Play Dirty is a 1969 British war film starring Michael Caine, Nigel Davenport, Nigel Green and Harry Andrews. It was director Andre DeToth's last film, based on a screenplay by Melvyn Bragg and Lotte Colin.

The film's story is inspired by the exploits of units such as the Long Range Desert Group, Popski's Private Army and the SAS in North Africa during the Second World War.

Plot
During the North African Campaign in the Second World War, Captain Douglas is a British Petroleum employee seconded to the Royal Engineers to oversee incoming fuel supplies for the British Eighth Army. Colonel Masters commands a special raiding unit composed of convicted criminals, and after a string of failures he is told by his commander, Brigadier Blore, that he must have a regular officer to lead a dangerous last-chance mission to destroy an Afrika Korps fuel depot, otherwise his unit will be disbanded. Despite Douglas's objections, he is chosen for his knowledge of oil pipelines and infrastructure. Douglas is then introduced to Cyril Leech, a convicted criminal rescued from prison to lead Masters' operations in the field.
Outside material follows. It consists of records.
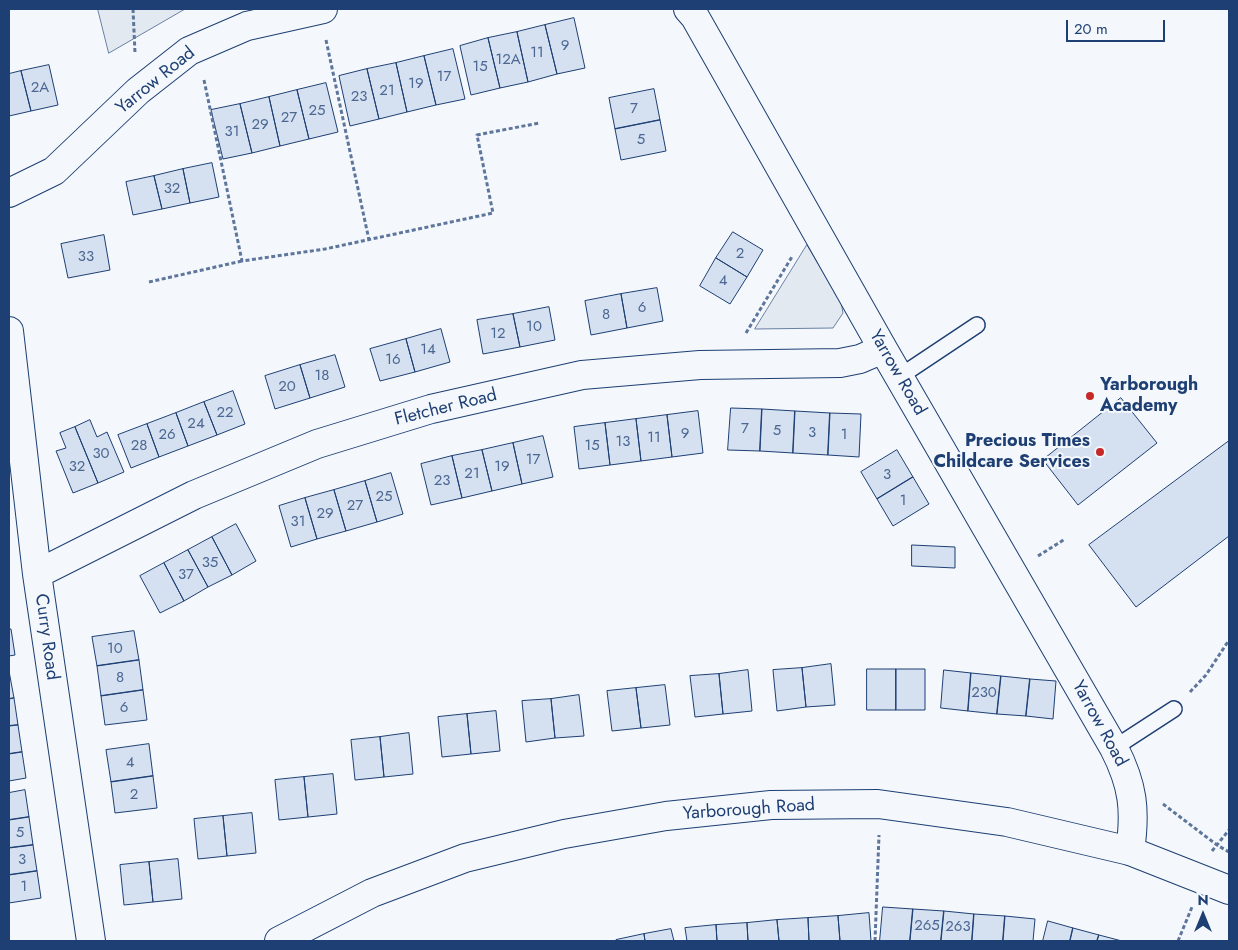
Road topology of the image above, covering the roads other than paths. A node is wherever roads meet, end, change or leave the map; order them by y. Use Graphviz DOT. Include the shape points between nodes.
graph roads {
  1 [pos="321,9"];
  2 [pos="688,9"];
  3 [pos="9,193"];
  4 [pos="977,325"];
  5 [pos="9,331"];
  6 [pos="883,349"];
  7 [pos="899,377"];
  8 [pos="37,574"];
  9 [pos="1174,709"];
  10 [pos="1114,748"];
  11 [pos="1130,851"];
  12 [pos="1229,890"];
  13 [pos="92,941"];
  14 [pos="279,941"];
  1 -- 3 [label="street, Yarrow Road" via="247,26 189,50 138,91 54,171"];
  2 -- 6 [label="street, Yarrow Road"];
  4 -- 7 [label="lane"];
  5 -- 8 [label="street, Curry Road"];
  6 -- 7 [label="street, Yarrow Road"];
  6 -- 8 [label="street, Fletcher Road" via="840,363 700,365 582,375 431,409 317,444 194,495"];
  7 -- 10 [label="street, Yarrow Road"];
  8 -- 13 [label="street, Curry Road"];
  9 -- 10 [label="lane"];
  10 -- 11 [label="street, Yarrow Road" via="1131,789 1133,831"];
  11 -- 12 [label="street, Yarborough Road"];
  11 -- 14 [label="street, Yarborough Road" via="1008,822 878,804 771,805 666,816 564,834 455,861 372,893"];
}
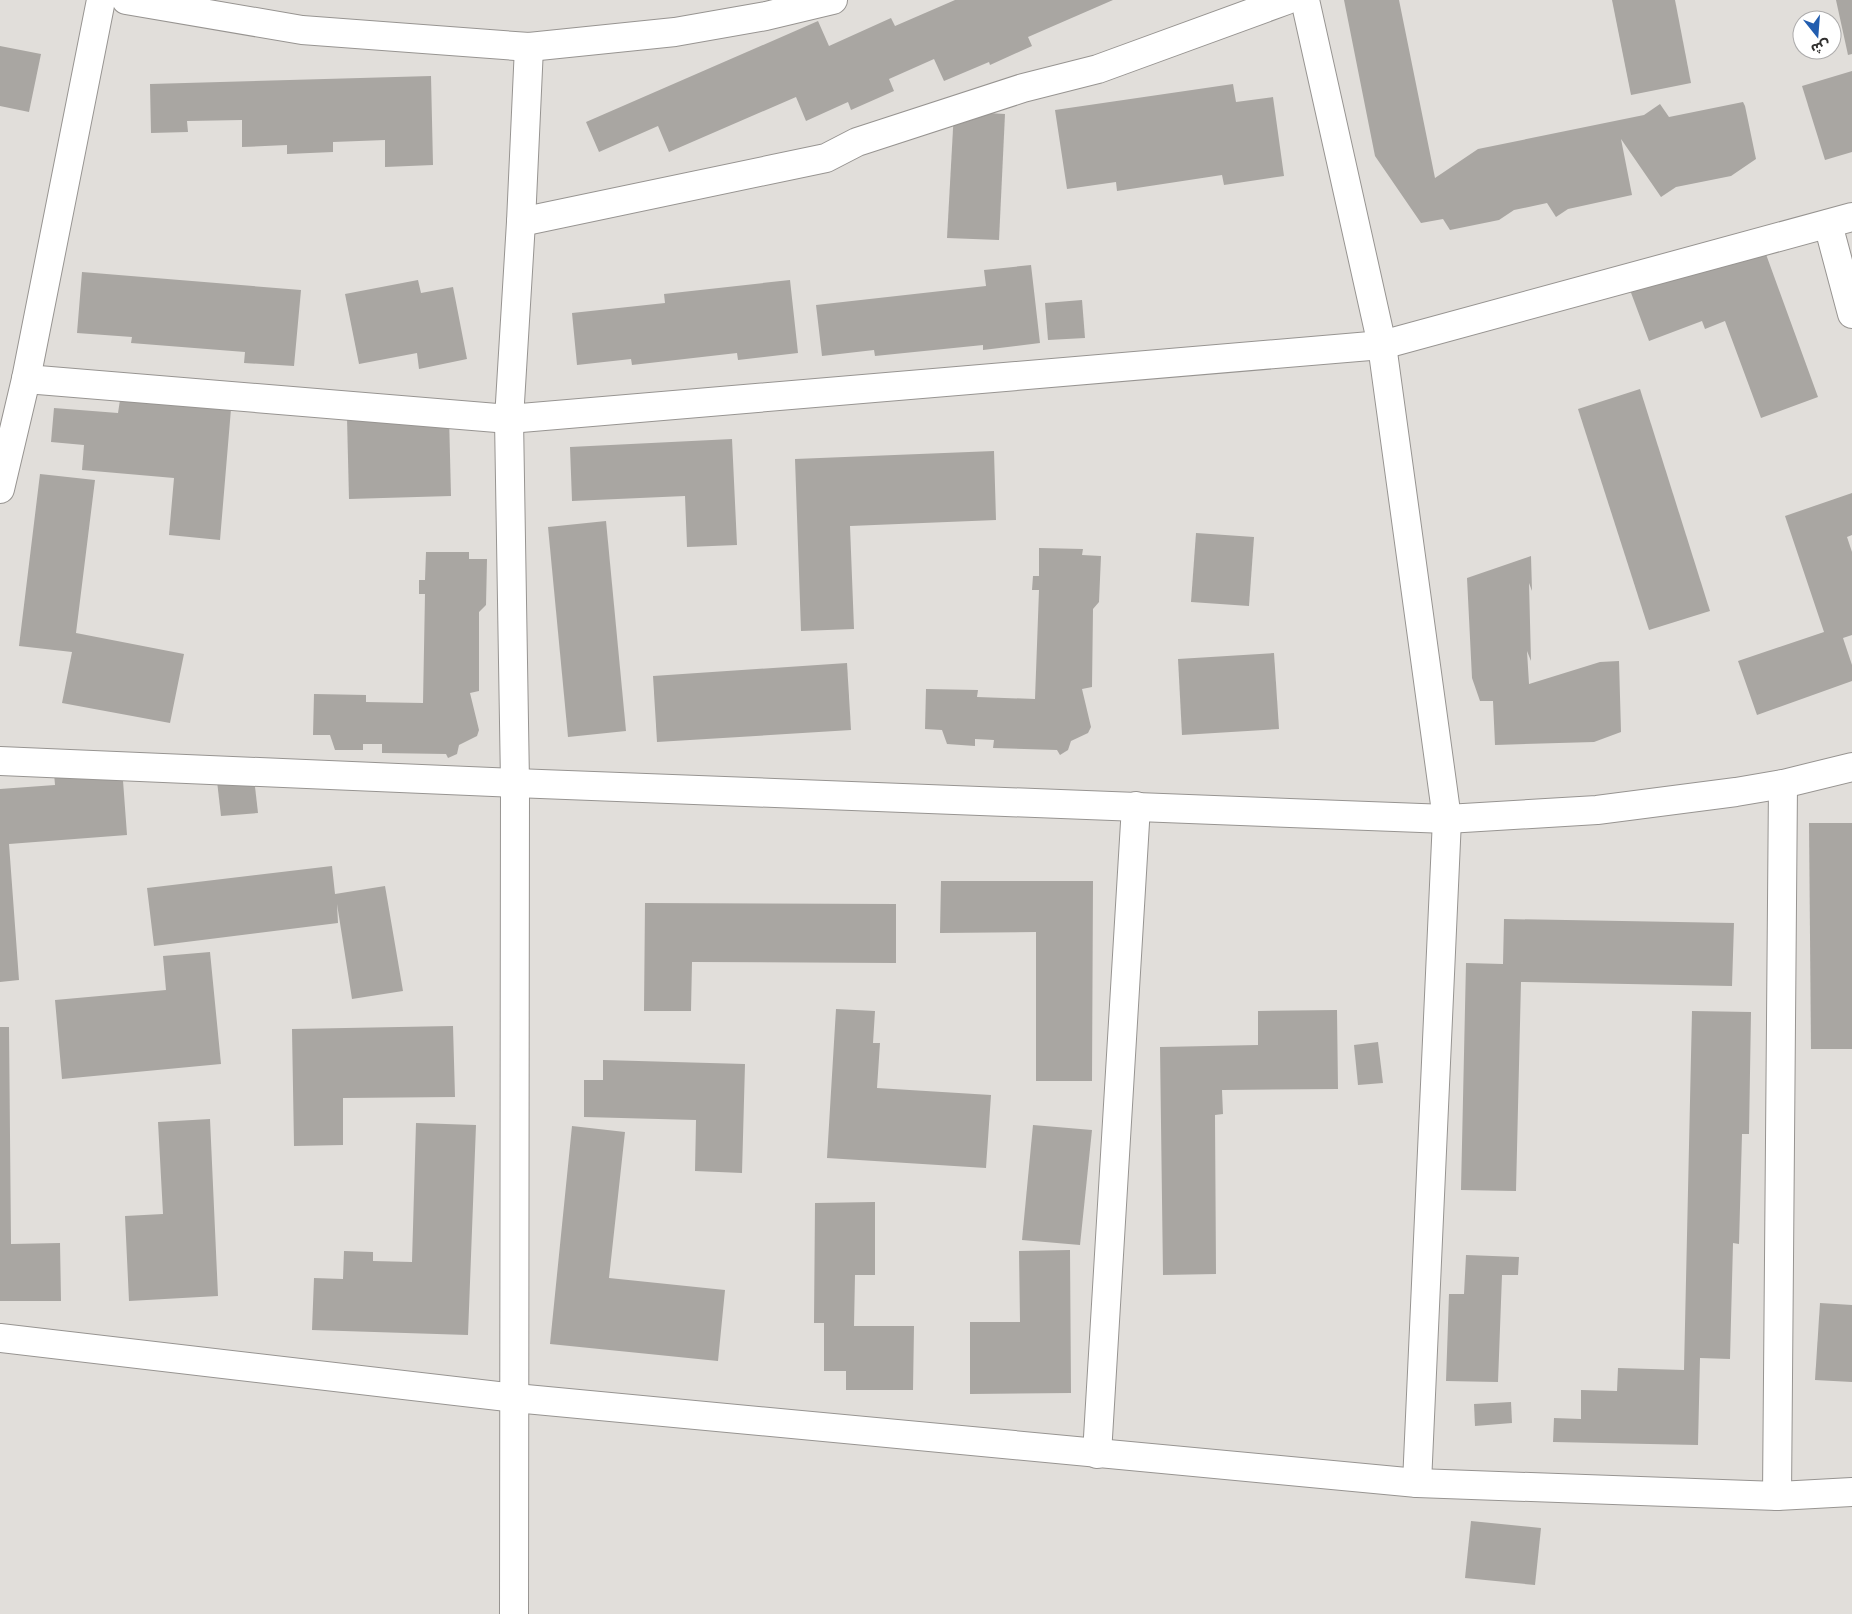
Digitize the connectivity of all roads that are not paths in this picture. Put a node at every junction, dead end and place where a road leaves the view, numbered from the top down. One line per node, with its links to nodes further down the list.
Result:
1 (102, 0): 11 (street)
2 (126, 0): 6 (street)
3 (834, 0): 6 (street)
4 (1287, 0): 8 (street)
5 (1305, 0): 10 (street)
6 (528, 47): 8 (street)
7 (1840, 220): 9 (street); 10 (street)
8 (521, 222): 12 (street)
9 (1852, 314)
10 (1382, 345): 12 (street); 19 (street)
11 (26, 379): 12 (street); 13 (street)
12 (509, 419): 16 (street)
13 (0, 489)
14 (0, 761): 16 (street)
15 (1852, 767): 17 (street)
16 (516, 783): 18 (street); 21 (street)
17 (1783, 784): 19 (street); 25 (street)
18 (1136, 806): 19 (street); 22 (street)
19 (1447, 818): 23 (street)
20 (0, 1338): 21 (street)
21 (515, 1398): 22 (street); 26 (street)
22 (1097, 1454): 23 (street)
23 (1417, 1483): 25 (street)
24 (1852, 1492): 25 (street)
25 (1777, 1496)
26 (514, 1614)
The next day, Douglas and Leech are provided with armed jeeps and lead six other men out into the desert disguised as an Italian Army patrol. They endure a long and arduous trek across the desert: encountering hostile tribesmen, sandstorms and a booby-trapped oasis, among other dangers. Unknown to Masters, Blore has sent a regular army raiding party overloaded in wheeled trucks with the same objective 2 days behind Masters, but they are wiped out in a tracked vehicle German ambush. While Leech and his men are often insubordinate towards Douglas's command. One of the gay couple gets severely injured by a landmine while stealing watches off soldiers' corpses during a stop for supplies. Douglas captures a German ambulance in which they discover a German nurse, who is forced to tend to the injured man.  The men eventually try to rape the nurse but are prevented from doing so. Finally, they reach their objective, only to discover that the depot is fake. After taking shelter, Leech admits to Douglas that he is being kept alive only because Masters is paying him £2000 for his safe return. Douglas insists that the men continue their search for the fuel depot, but the men laugh in his face. 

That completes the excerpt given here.